The Amazon Fertilisation Experiment (AFEX)

Terrestrial ecosystems currently absorb one quarter of the carbon dioxide that Humankind releases into the atmosphere, thus reducing the rate of climate change. In this context, Amazon rainforest is extremely important, absorbing more than half a billion tonnes of carbon per year. This represents more than the combined emissions from the USA and China. However, we have limited understanding of how the productivity of Amazon forests is controlled, and this reduces our ability to predict what will happen in the future as atmospheric CO2 concentrations continue to rise and the climate changes.

One of the main paradigms in ecology is that the productivity of tropical ecosystems, which occur on old, highly-weathered soils, is limited by the availability of phosphorus. This contrasts with more temperate ecosystems whose productivity has been shown to be limited by nitrogen availability. However, the phosphorus paradigm has not been tested in detail as there have been very few nutrient manipulation studies in tropical forests, and no large-scale study has been carried out in Amazon forest.

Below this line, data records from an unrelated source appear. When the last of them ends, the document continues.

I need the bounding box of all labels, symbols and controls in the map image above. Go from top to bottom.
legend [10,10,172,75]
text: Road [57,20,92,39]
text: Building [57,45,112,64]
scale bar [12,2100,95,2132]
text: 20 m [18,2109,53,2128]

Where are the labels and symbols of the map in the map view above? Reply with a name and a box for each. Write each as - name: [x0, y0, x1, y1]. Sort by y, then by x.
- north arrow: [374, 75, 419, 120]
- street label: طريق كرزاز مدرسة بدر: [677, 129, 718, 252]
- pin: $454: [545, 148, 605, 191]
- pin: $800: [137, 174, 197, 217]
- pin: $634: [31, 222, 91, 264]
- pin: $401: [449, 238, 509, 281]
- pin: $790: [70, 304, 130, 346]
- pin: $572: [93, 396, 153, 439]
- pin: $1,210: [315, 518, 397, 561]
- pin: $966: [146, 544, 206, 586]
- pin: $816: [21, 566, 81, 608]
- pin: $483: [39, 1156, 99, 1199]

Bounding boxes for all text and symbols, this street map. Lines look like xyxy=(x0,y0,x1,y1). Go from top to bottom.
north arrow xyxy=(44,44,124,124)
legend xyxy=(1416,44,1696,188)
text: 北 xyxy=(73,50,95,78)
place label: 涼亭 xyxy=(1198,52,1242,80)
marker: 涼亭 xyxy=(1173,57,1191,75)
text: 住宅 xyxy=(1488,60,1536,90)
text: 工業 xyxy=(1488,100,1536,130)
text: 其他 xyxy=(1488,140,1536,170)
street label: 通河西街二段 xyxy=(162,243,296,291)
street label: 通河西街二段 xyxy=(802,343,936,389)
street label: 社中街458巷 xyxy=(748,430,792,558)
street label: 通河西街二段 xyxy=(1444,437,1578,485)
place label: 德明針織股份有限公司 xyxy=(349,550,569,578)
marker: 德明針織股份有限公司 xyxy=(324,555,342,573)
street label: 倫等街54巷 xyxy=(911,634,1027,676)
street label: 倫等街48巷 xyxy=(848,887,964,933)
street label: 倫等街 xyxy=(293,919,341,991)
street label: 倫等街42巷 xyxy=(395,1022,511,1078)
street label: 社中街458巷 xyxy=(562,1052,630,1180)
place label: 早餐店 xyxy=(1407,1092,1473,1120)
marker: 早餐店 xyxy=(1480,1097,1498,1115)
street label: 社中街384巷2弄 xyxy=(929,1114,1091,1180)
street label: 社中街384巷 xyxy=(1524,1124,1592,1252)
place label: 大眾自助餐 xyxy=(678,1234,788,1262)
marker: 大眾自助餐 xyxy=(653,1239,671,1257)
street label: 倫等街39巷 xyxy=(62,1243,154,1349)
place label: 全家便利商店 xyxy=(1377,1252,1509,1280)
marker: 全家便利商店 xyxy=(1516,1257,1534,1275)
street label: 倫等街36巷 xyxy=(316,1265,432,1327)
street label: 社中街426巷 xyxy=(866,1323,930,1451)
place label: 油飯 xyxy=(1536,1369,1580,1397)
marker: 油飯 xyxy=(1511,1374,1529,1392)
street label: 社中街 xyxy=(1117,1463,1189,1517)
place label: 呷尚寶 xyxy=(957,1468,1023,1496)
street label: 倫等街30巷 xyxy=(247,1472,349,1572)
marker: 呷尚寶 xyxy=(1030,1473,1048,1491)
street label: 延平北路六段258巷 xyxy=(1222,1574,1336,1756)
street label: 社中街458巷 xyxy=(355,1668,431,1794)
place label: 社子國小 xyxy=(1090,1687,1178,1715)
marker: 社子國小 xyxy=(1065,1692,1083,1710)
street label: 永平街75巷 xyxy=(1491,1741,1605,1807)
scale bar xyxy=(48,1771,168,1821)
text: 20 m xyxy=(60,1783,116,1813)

This is a major issue because soil nutrient availability in most of Amazonia is substantially lower than in Panama, the location of the only ongoing fertilisation experiment in tropical lowland rainforest. Thus, the Panama findings may not be representative of large areas of Amazonia, and, therefore, our understanding of the role soil fertility plays in controlling tropical forest productivity is incomplete.

Testing the phosphorus paradigm in Amazonia is critical for two reasons. Firstly, eastern and central Amazonia, the area which contains the lowest fertility soils, is considered to be at risk from the adverse effects of climate change, with widespread dieback predicted by some scientists. The resilience of these forests is considered to be highly dependent on whether trees are able to increase their growth in response to rising atmospheric CO2 concentrations, and this ability is likely to depend on the extent to which their growth is currently limited by soil nutrient availability. Secondly, there is growing evidence that the response of ecosystems to global change may differ depending on which nutrient limits their productivity. Therefore, establishing the first large-scale nutrient manipulation study in Amazonia should represent one of greatest priorities for ecosystem and climate change research.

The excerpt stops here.